Author: Paul Dekkers Date: To: Lars Mainka CC: exim-users, Gray, Richard Subject: Re: [exim] TLS and Client Certificate Verification
Hi Lars,
Lars Mainka wrote:
>> If you cannot filter on the DN (haven't checked that, but that is
>> what you can do with apache for instance) or something, then you're
>> probably right.
>
> That's another approach, but in my mind this is more like a workaround.
>
> I got the documentation wrong. Based on the source code, the current
> implementation is only able to handle CA certificates where the client
> certs gets checked against. It seems that this would be the common
> approach to check client certificates.
I think you want more control there indeed.
>> We also do this with stunnel at the moment, so I would be interested
>> in doing this with exim directly as well.
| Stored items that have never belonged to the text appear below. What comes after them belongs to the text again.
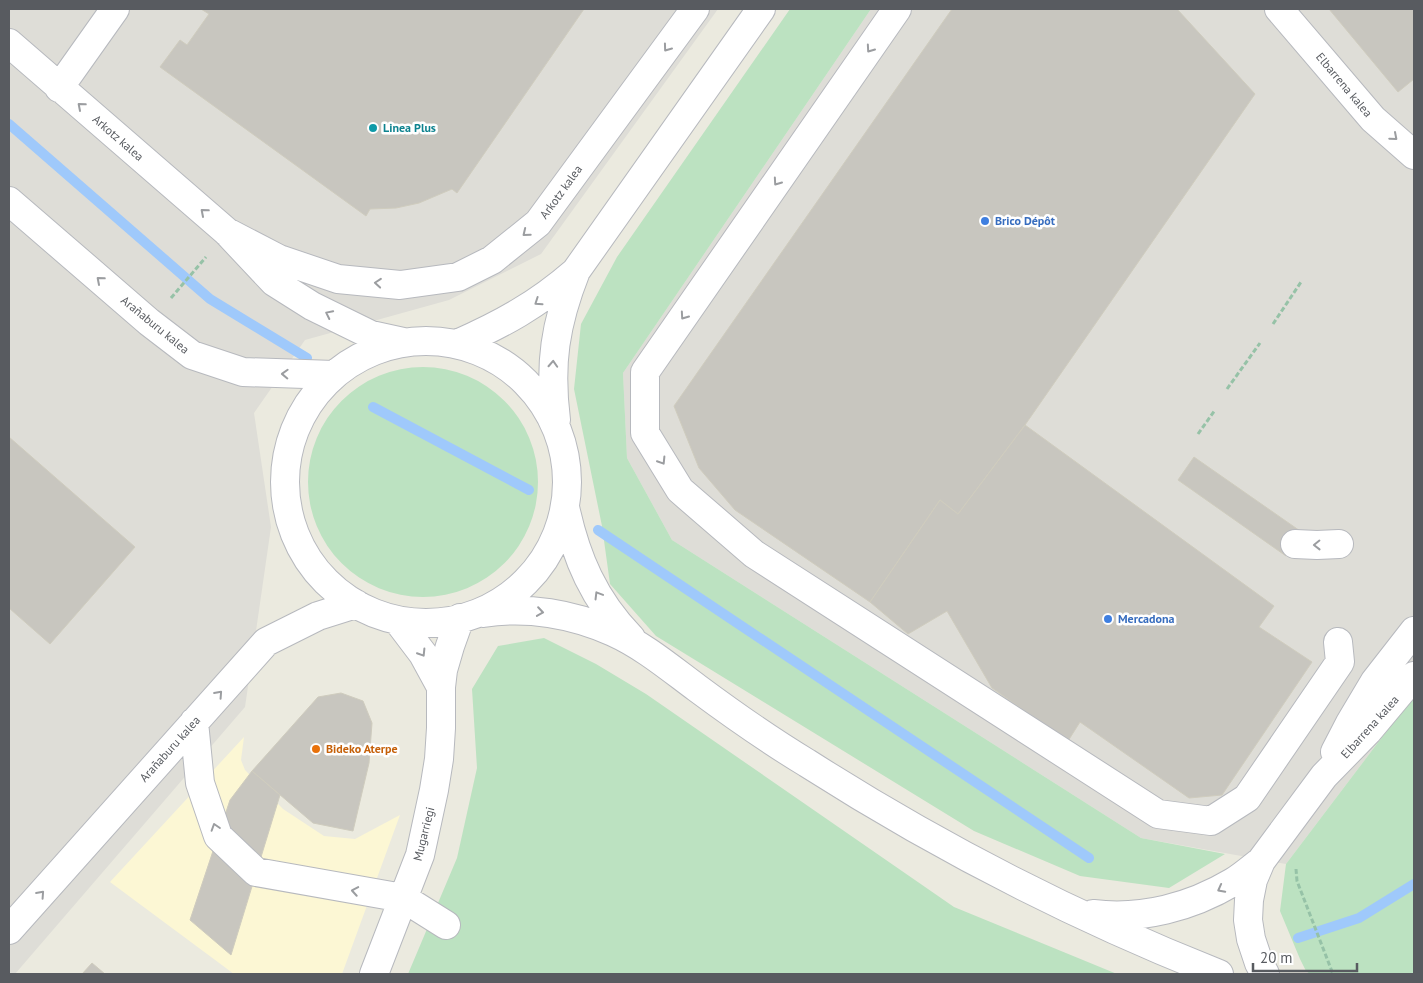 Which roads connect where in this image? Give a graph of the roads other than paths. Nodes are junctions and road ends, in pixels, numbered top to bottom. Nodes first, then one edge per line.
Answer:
1 (115, 9) edge
2 (695, 9) edge
3 (761, 9) edge
4 (898, 9) edge
5 (1279, 9) edge
6 (9, 43) edge
7 (59, 88) junction
8 (1414, 155) edge
9 (9, 200) edge
10 (228, 232) junction
11 (576, 272) junction
12 (407, 342) junction
13 (457, 344) junction
14 (334, 375) junction
15 (557, 430) junction
16 (565, 506) junction
17 (1296, 544) dead end
18 (1339, 544) dead end
19 (356, 604) junction
20 (467, 616) junction
21 (398, 621) junction
22 (1414, 631) edge
23 (640, 646) junction
24 (1414, 650) edge
25 (1414, 676) edge
26 (1375, 681) junction
27 (441, 687) junction
28 (194, 722) junction
29 (1324, 776) junction
30 (1261, 861) junction
31 (403, 898) junction
32 (1074, 912) junction
33 (446, 925) dead end
34 (9, 930) edge
35 (374, 974) edge
36 (1219, 974) edge
37 (1265, 974) edge

1 - 7 street
2 -> 10 street, Arkotz kalea
3 - 11 street
4 -> 26 street
5 -> 8 street, Elbarrena kalea
6 - 7 street, Arkotz kalea
10 -> 7 street, Arkotz kalea
14 -> 9 street, Arañaburu kalea
12 -> 10 street, Arkotz kalea
11 -> 13 street
15 -> 11 street
12 - 13 street
12 - 14 street
13 - 15 street
14 - 19 street
15 - 16 street
16 - 20 street
23 -> 16 street
18 -> 17 street
19 - 21 street
28 -> 19 street, Arañaburu kalea
20 - 21 street
20 -> 23 street
20 - 27 street, Mugarriegi
21 -> 27 street, Mugarriegi
22 - 26 street, Elbarrena kalea
23 - 32 street
24 - 26 street, Elbarrena kalea
25 - 29 street, Elbarrena kalea
26 - 29 street, Elbarrena kalea
27 - 31 street, Mugarriegi
31 -> 28 street
34 -> 28 street, Arañaburu kalea
29 - 30 street, Elbarrena kalea
30 -> 32 street, Elbarrena kalea
30 - 37 street, Elbarrena kalea
31 - 33 street
31 - 35 street, Mugarriegi
32 - 36 street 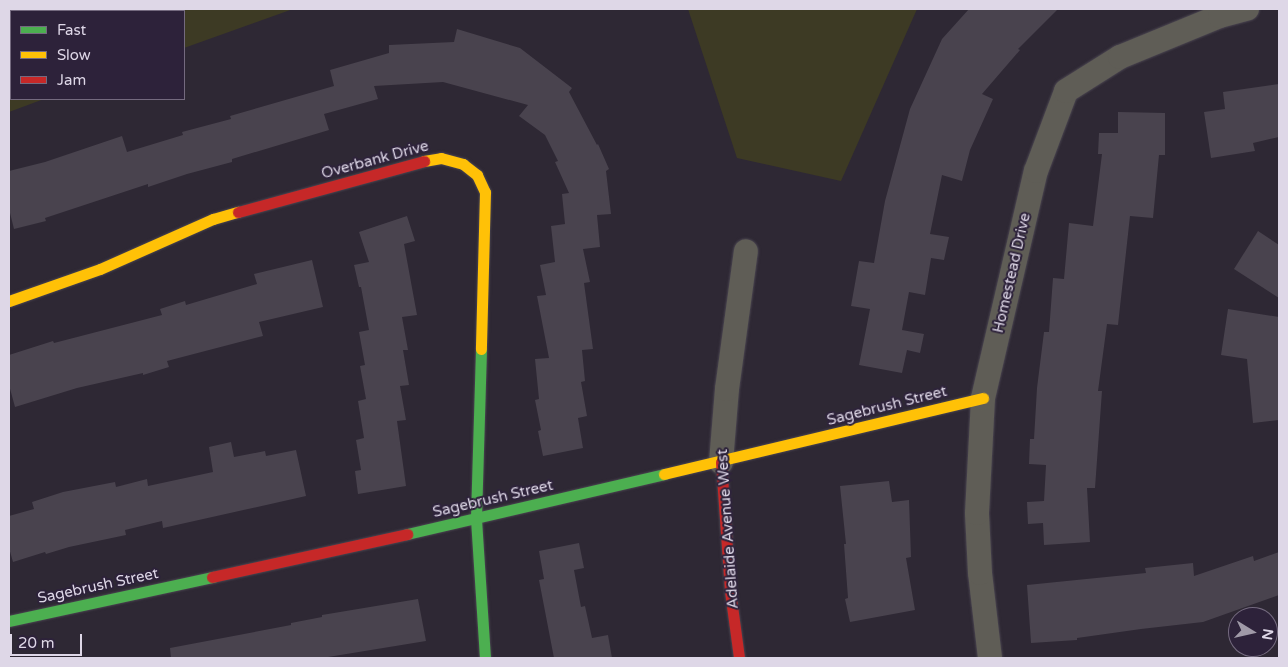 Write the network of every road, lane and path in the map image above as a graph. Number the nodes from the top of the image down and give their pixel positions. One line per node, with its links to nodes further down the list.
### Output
1 (1247, 9): 4 (street, Homestead Drive)
2 (746, 251): 5 (street, Adelaide Avenue West)
3 (9, 301): 6 (street, Overbank Drive)
4 (983, 398): 5 (street, Sagebrush Street); 10 (street, Homestead Drive)
5 (721, 462): 6 (street, Sagebrush Street); 9 (street, Adelaide Avenue West)
6 (476, 519): 7 (street, Sagebrush Street); 8 (street, Overbank Drive)
7 (9, 621)
8 (485, 658)
9 (739, 658)
10 (990, 658) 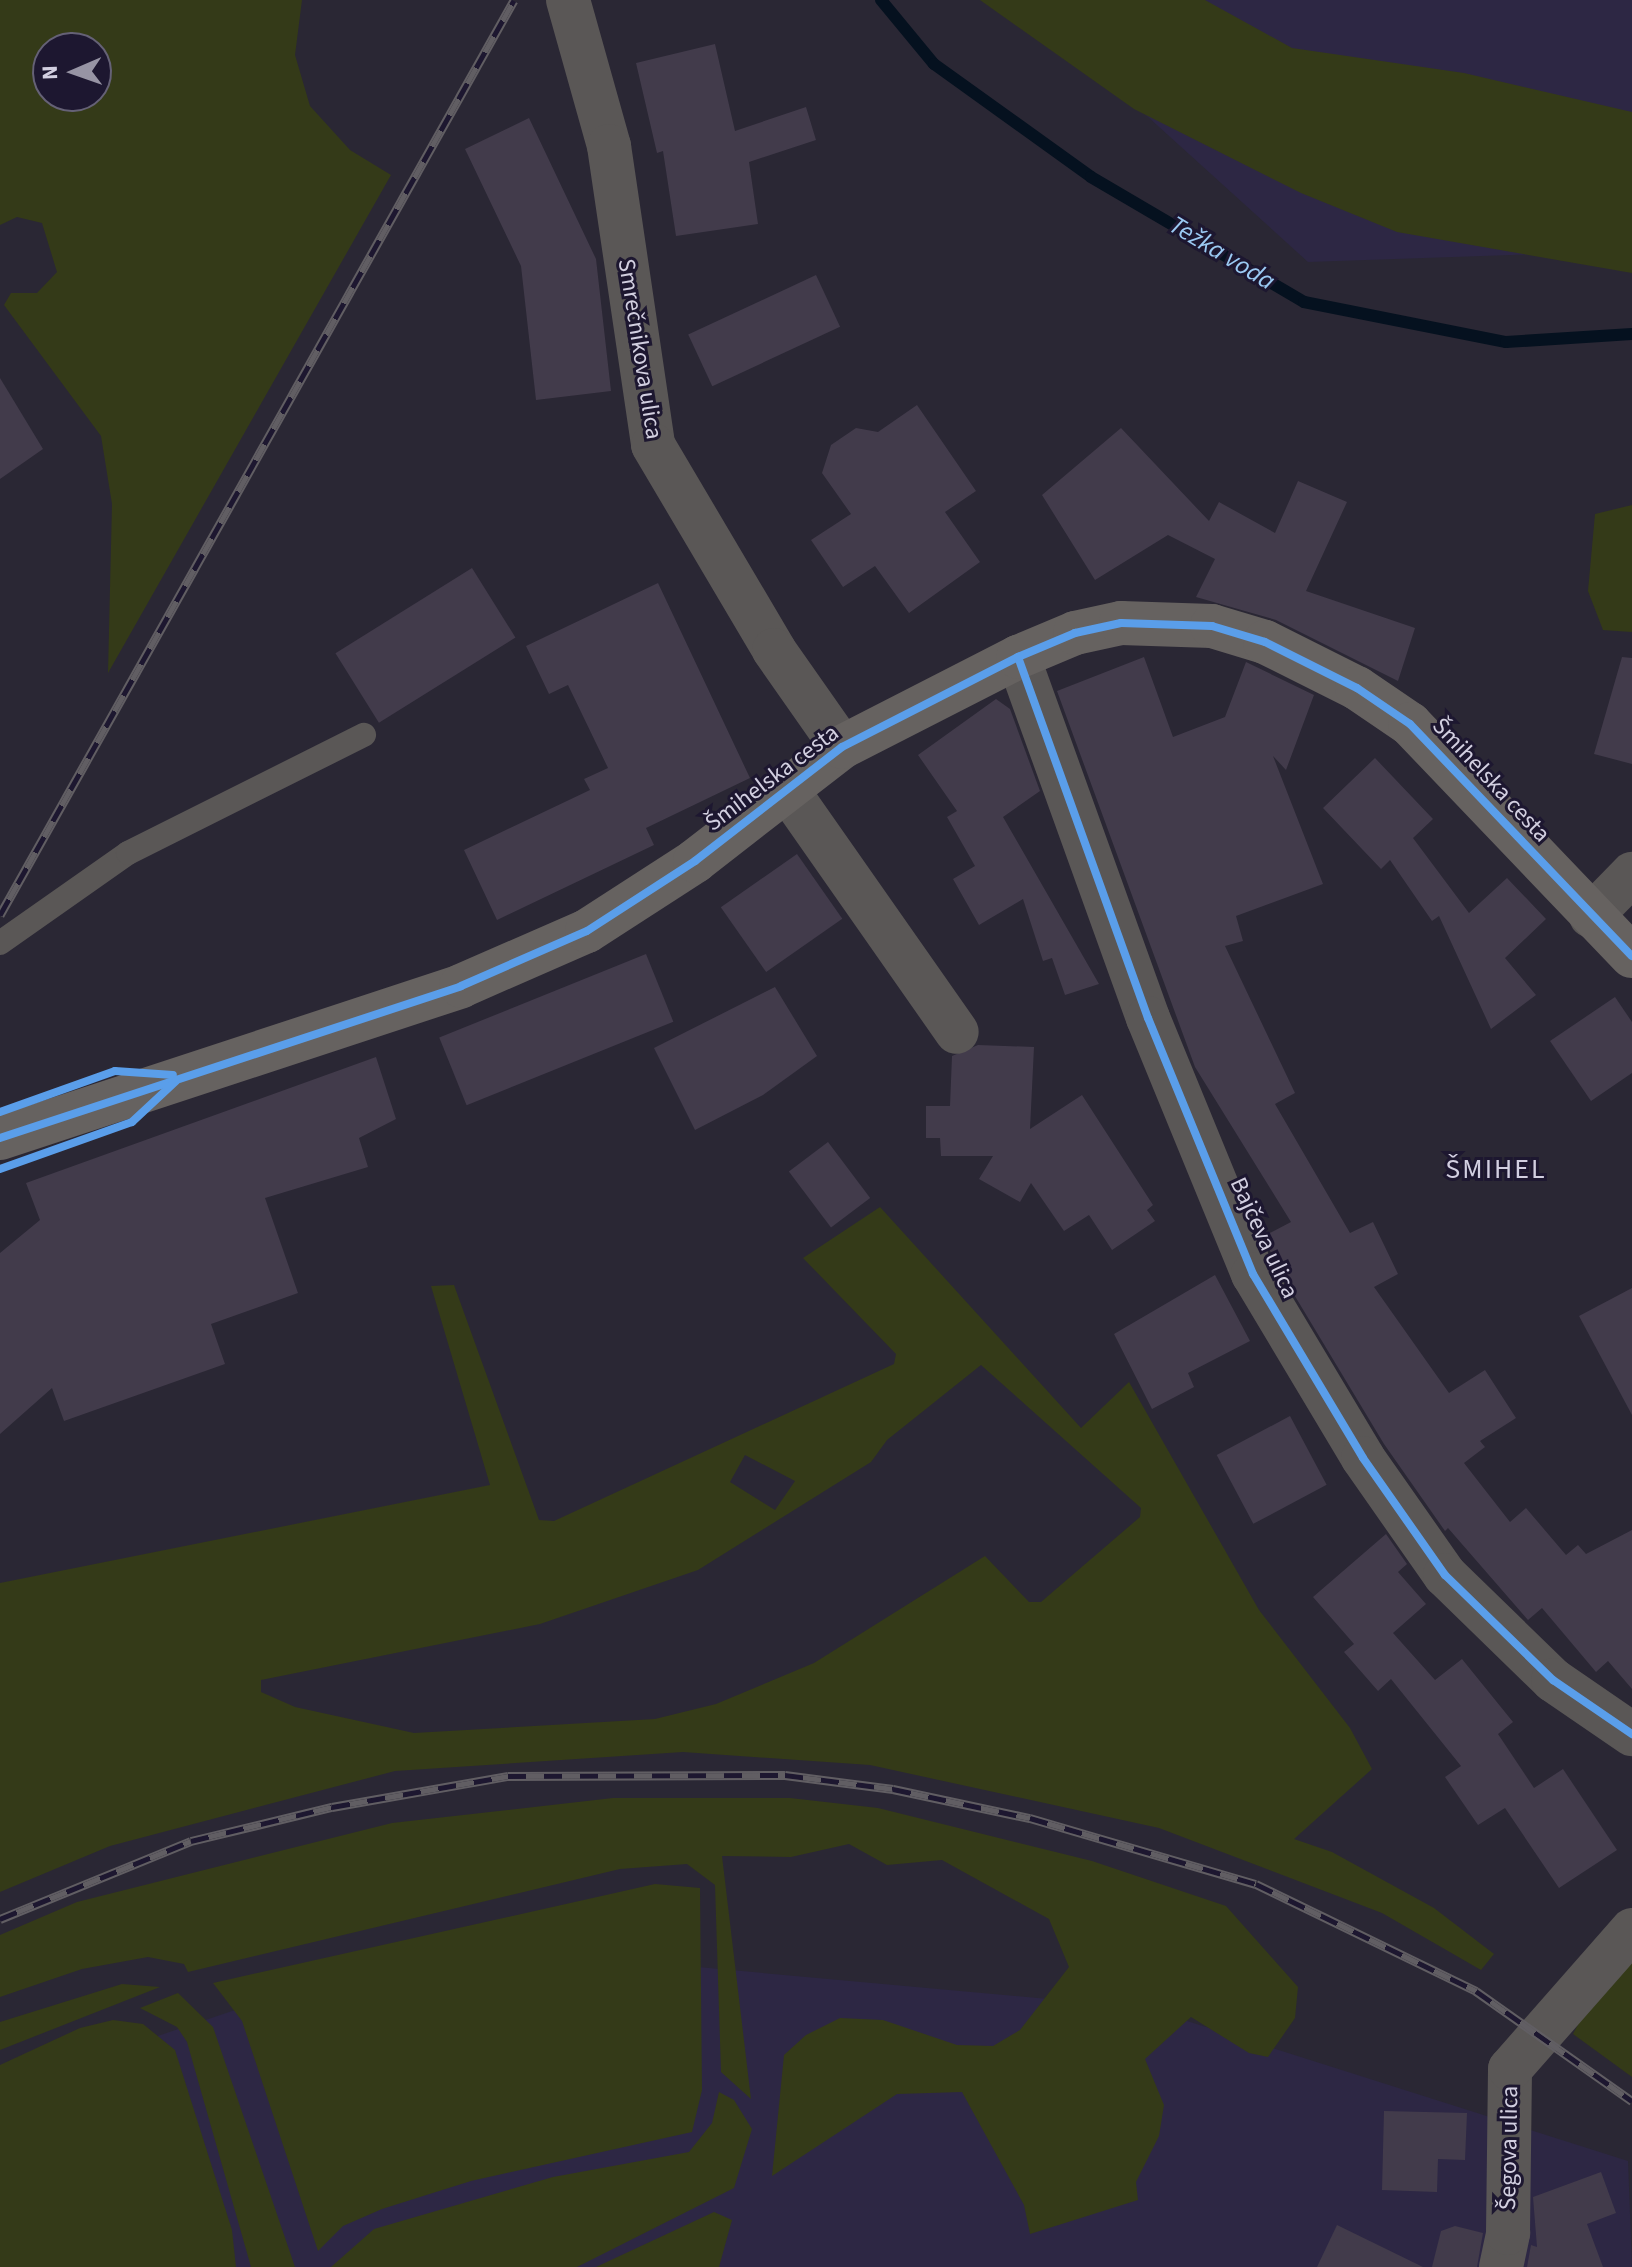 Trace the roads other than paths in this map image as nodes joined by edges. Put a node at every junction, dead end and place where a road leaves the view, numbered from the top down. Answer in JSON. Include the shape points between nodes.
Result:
{"nodes":[{"id":1,"x":568,"y":0,"type":"edge"},
{"id":2,"x":1018,"y":657,"type":"junction"},
{"id":3,"x":364,"y":735,"type":"dead end"},
{"id":4,"x":842,"y":747,"type":"junction"},
{"id":5,"x":788,"y":791,"type":"junction"},
{"id":6,"x":1632,"y":874,"type":"edge"},
{"id":7,"x":1591,"y":916,"type":"junction"},
{"id":8,"x":0,"y":943,"type":"edge"},
{"id":9,"x":1632,"y":956,"type":"edge"},
{"id":10,"x":957,"y":1032,"type":"dead end"},
{"id":11,"x":0,"y":1138,"type":"edge"},
{"id":12,"x":1632,"y":1734,"type":"edge"},
{"id":13,"x":1632,"y":1930,"type":"edge"},
{"id":14,"x":1501,"y":2267,"type":"edge"}],
"edges":[{"from":1,"to":4,"type":"street","name":"Smrečnikova ulica","via":[[609,146],[653,445],[774,650]]},
{"from":2,"to":4,"type":"street","name":"Šmihelska cesta"},
{"from":2,"to":7,"type":"street","name":"Šmihelska cesta","via":[[1075,633],[1166,621],[1212,626],[1313,663],[1410,724]]},
{"from":2,"to":12,"type":"street","name":"Bajčeva ulica","via":[[1148,1018],[1253,1274],[1363,1458],[1445,1575],[1553,1680]]},
{"from":3,"to":8,"type":"lane","via":[[128,853]]},
{"from":4,"to":5,"type":"street","name":"Šmihelska cesta"},
{"from":5,"to":10,"type":"street"},
{"from":5,"to":11,"type":"street","name":"Šmihelska cesta","via":[[587,931],[461,986]]},
{"from":6,"to":7,"type":"street"},
{"from":7,"to":9,"type":"street","name":"Šmihelska cesta"},
{"from":13,"to":14,"type":"street","name":"Šegova ulica","via":[[1510,2069],[1508,2233]]}]} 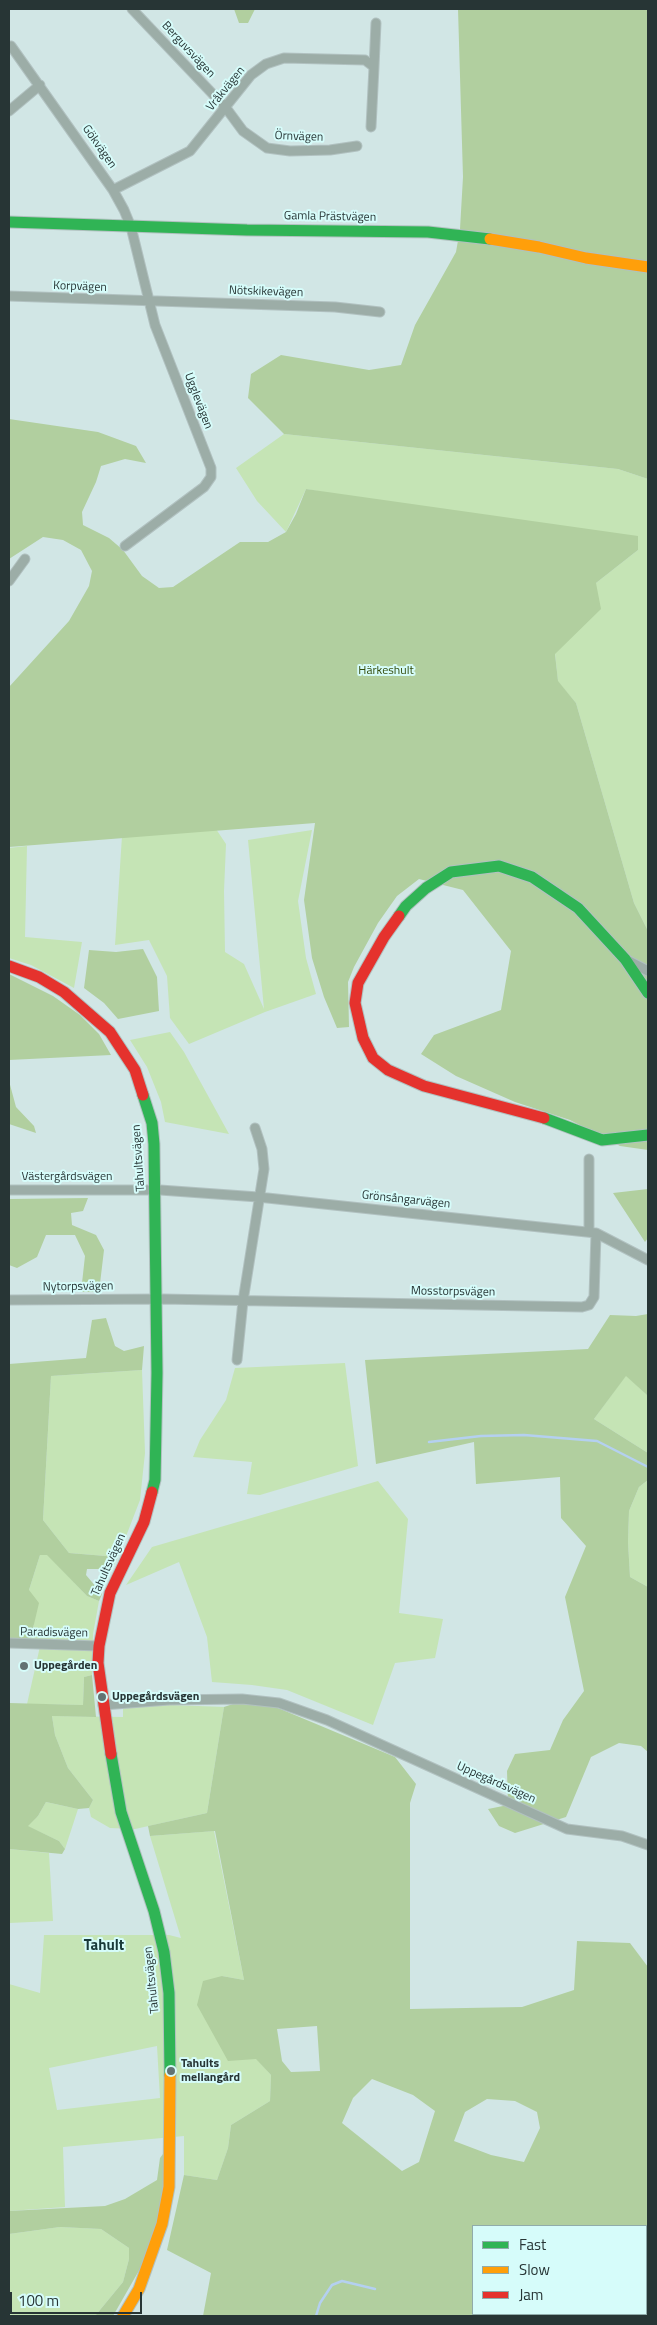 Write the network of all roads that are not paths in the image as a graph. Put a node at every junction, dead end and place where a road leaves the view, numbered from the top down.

The only thing that stopped
>> me from experimenting with that is that I think that if I advertise
>> STARTTLS to the client on the normal smtp port, and it _must_
>> authenticate with a client certificate, what happends to the MTA's
>> that do know TLS but have no client certificate?
>> Normally the data transport is then secured, but without a proper
>> client certificate the SSL setup fails, I suppose?
>>
>> The way to workaround this is have a seperate IP of course for the
>> submission with TLS. (That is what we have now with stunnel...)
>
> I think stunnel is the only way to get the client certs checked
> directly by ssl. My solution was: hacking the exim openssl code to do
> the same like stunnel, but this would happen in some extra work on
> updates.
Well, we might stick to stunnel then.
But anyway: doing this by checking against the CA does solve TLS for MUA
-> MTA authentication,
but in my view you still cannot mix this with MTA <-> MTA SSL, or am I
wrong?
I think with the current implementation I do need a different IP/port
for this not-to-be-mixed TLS behaviour...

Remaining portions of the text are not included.